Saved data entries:
· · · · · · ·
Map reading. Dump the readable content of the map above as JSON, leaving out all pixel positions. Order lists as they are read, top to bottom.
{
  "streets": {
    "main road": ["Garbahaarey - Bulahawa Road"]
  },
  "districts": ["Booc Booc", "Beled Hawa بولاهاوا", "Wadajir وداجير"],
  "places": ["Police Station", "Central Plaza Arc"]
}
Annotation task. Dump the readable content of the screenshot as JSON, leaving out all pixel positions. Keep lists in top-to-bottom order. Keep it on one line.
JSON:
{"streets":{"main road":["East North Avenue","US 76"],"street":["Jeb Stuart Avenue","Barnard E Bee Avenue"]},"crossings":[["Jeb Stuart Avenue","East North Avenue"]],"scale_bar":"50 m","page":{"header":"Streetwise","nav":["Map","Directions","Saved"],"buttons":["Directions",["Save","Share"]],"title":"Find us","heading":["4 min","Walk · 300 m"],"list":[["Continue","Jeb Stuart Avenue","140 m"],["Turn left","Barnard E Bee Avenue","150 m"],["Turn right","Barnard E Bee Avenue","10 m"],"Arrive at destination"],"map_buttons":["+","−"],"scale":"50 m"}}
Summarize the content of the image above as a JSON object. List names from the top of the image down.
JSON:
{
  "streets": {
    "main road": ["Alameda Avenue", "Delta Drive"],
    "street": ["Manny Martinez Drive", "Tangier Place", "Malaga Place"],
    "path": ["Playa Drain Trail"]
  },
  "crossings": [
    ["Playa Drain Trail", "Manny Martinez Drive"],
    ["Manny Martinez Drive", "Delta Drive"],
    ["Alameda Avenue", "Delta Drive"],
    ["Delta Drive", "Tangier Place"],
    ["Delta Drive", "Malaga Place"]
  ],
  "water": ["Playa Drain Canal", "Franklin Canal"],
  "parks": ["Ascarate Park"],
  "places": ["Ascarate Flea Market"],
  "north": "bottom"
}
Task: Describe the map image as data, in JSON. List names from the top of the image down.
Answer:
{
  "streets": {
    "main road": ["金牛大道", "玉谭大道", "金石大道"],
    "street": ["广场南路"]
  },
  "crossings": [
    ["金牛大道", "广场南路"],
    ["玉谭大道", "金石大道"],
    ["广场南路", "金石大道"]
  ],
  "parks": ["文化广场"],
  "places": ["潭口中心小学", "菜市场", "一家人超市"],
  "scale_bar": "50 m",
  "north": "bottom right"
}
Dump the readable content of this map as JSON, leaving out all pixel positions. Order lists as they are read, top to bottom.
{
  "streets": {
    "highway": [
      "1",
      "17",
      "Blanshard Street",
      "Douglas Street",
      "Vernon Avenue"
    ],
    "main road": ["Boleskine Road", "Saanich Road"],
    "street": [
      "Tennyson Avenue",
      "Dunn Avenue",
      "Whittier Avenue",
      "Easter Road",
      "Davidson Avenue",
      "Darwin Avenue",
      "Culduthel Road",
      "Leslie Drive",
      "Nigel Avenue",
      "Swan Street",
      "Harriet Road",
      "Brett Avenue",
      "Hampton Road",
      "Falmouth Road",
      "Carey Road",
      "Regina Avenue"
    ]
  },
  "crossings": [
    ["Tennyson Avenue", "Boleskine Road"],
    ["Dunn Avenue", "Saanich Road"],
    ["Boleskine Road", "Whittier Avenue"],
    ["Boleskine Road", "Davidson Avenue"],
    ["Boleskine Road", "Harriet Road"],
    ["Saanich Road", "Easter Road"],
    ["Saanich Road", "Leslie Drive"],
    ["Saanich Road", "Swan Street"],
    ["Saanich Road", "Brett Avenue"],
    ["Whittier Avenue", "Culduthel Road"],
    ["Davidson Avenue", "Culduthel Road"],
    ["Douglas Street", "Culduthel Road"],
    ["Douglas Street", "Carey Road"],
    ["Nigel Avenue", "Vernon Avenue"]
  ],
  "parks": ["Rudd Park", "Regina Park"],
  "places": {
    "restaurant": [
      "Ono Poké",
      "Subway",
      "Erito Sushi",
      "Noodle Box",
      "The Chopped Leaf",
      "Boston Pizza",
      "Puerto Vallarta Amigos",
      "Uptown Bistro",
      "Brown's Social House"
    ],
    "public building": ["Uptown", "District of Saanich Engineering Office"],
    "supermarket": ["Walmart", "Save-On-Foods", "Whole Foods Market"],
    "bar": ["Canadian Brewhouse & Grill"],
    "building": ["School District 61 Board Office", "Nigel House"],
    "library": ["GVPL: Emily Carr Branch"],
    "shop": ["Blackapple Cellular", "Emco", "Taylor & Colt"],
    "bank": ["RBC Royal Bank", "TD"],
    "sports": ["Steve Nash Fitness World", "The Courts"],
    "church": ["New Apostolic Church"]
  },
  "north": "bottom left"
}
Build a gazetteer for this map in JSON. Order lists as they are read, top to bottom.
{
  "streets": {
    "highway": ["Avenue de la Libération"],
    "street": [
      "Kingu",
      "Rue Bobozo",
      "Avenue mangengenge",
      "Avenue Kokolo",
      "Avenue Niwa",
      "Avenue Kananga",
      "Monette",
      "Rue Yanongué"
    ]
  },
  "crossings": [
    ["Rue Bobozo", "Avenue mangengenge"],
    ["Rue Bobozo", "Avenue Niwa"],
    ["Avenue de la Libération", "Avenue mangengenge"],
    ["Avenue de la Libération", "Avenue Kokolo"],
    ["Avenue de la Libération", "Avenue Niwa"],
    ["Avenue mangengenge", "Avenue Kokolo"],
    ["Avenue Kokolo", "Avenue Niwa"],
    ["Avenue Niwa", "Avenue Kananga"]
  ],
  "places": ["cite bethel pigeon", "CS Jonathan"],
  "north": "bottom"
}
· · · · · · ·
What you should do:
The records above should be repeated word for word.

Response to the task:
Map reading. Dump the readable content of the map above as JSON, leaving out all pixel positions. Order lists as they are read, top to bottom.
{
  "streets": {
    "main road": ["Garbahaarey - Bulahawa Road"]
  },
  "districts": ["Booc Booc", "Beled Hawa بولاهاوا", "Wadajir وداجير"],
  "places": ["Police Station", "Central Plaza Arc"]
}
Annotation task. Dump the readable content of the screenshot as JSON, leaving out all pixel positions. Keep lists in top-to-bottom order. Keep it on one line.
JSON:
{"streets":{"main road":["East North Avenue","US 76"],"street":["Jeb Stuart Avenue","Barnard E Bee Avenue"]},"crossings":[["Jeb Stuart Avenue","East North Avenue"]],"scale_bar":"50 m","page":{"header":"Streetwise","nav":["Map","Directions","Saved"],"buttons":["Directions",["Save","Share"]],"title":"Find us","heading":["4 min","Walk · 300 m"],"list":[["Continue","Jeb Stuart Avenue","140 m"],["Turn left","Barnard E Bee Avenue","150 m"],["Turn right","Barnard E Bee Avenue","10 m"],"Arrive at destination"],"map_buttons":["+","−"],"scale":"50 m"}}
Summarize the content of the image above as a JSON object. List names from the top of the image down.
JSON:
{
  "streets": {
    "main road": ["Alameda Avenue", "Delta Drive"],
    "street": ["Manny Martinez Drive", "Tangier Place", "Malaga Place"],
    "path": ["Playa Drain Trail"]
  },
  "crossings": [
    ["Playa Drain Trail", "Manny Martinez Drive"],
    ["Manny Martinez Drive", "Delta Drive"],
    ["Alameda Avenue", "Delta Drive"],
    ["Delta Drive", "Tangier Place"],
    ["Delta Drive", "Malaga Place"]
  ],
  "water": ["Playa Drain Canal", "Franklin Canal"],
  "parks": ["Ascarate Park"],
  "places": ["Ascarate Flea Market"],
  "north": "bottom"
}
Task: Describe the map image as data, in JSON. List names from the top of the image down.
Answer:
{
  "streets": {
    "main road": ["金牛大道", "玉谭大道", "金石大道"],
    "street": ["广场南路"]
  },
  "crossings": [
    ["金牛大道", "广场南路"],
    ["玉谭大道", "金石大道"],
    ["广场南路", "金石大道"]
  ],
  "parks": ["文化广场"],
  "places": ["潭口中心小学", "菜市场", "一家人超市"],
  "scale_bar": "50 m",
  "north": "bottom right"
}
Dump the readable content of this map as JSON, leaving out all pixel positions. Order lists as they are read, top to bottom.
{
  "streets": {
    "highway": [
      "1",
      "17",
      "Blanshard Street",
      "Douglas Street",
      "Vernon Avenue"
    ],
    "main road": ["Boleskine Road", "Saanich Road"],
    "street": [
      "Tennyson Avenue",
      "Dunn Avenue",
      "Whittier Avenue",
      "Easter Road",
      "Davidson Avenue",
      "Darwin Avenue",
      "Culduthel Road",
      "Leslie Drive",
      "Nigel Avenue",
      "Swan Street",
      "Harriet Road",
      "Brett Avenue",
      "Hampton Road",
      "Falmouth Road",
      "Carey Road",
      "Regina Avenue"
    ]
  },
  "crossings": [
    ["Tennyson Avenue", "Boleskine Road"],
    ["Dunn Avenue", "Saanich Road"],
    ["Boleskine Road", "Whittier Avenue"],
    ["Boleskine Road", "Davidson Avenue"],
    ["Boleskine Road", "Harriet Road"],
    ["Saanich Road", "Easter Road"],
    ["Saanich Road", "Leslie Drive"],
    ["Saanich Road", "Swan Street"],
    ["Saanich Road", "Brett Avenue"],
    ["Whittier Avenue", "Culduthel Road"],
    ["Davidson Avenue", "Culduthel Road"],
    ["Douglas Street", "Culduthel Road"],
    ["Douglas Street", "Carey Road"],
    ["Nigel Avenue", "Vernon Avenue"]
  ],
  "parks": ["Rudd Park", "Regina Park"],
  "places": {
    "restaurant": [
      "Ono Poké",
      "Subway",
      "Erito Sushi",
      "Noodle Box",
      "The Chopped Leaf",
      "Boston Pizza",
      "Puerto Vallarta Amigos",
      "Uptown Bistro",
      "Brown's Social House"
    ],
    "public building": ["Uptown", "District of Saanich Engineering Office"],
    "supermarket": ["Walmart", "Save-On-Foods", "Whole Foods Market"],
    "bar": ["Canadian Brewhouse & Grill"],
    "building": ["School District 61 Board Office", "Nigel House"],
    "library": ["GVPL: Emily Carr Branch"],
    "shop": ["Blackapple Cellular", "Emco", "Taylor & Colt"],
    "bank": ["RBC Royal Bank", "TD"],
    "sports": ["Steve Nash Fitness World", "The Courts"],
    "church": ["New Apostolic Church"]
  },
  "north": "bottom left"
}
Build a gazetteer for this map in JSON. Order lists as they are read, top to bottom.
{
  "streets": {
    "highway": ["Avenue de la Libération"],
    "street": [
      "Kingu",
      "Rue Bobozo",
      "Avenue mangengenge",
      "Avenue Kokolo",
      "Avenue Niwa",
      "Avenue Kananga",
      "Monette",
      "Rue Yanongué"
    ]
  },
  "crossings": [
    ["Rue Bobozo", "Avenue mangengenge"],
    ["Rue Bobozo", "Avenue Niwa"],
    ["Avenue de la Libération", "Avenue mangengenge"],
    ["Avenue de la Libération", "Avenue Kokolo"],
    ["Avenue de la Libération", "Avenue Niwa"],
    ["Avenue mangengenge", "Avenue Kokolo"],
    ["Avenue Kokolo", "Avenue Niwa"],
    ["Avenue Niwa", "Avenue Kananga"]
  ],
  "places": ["cite bethel pigeon", "CS Jonathan"],
  "north": "bottom"
}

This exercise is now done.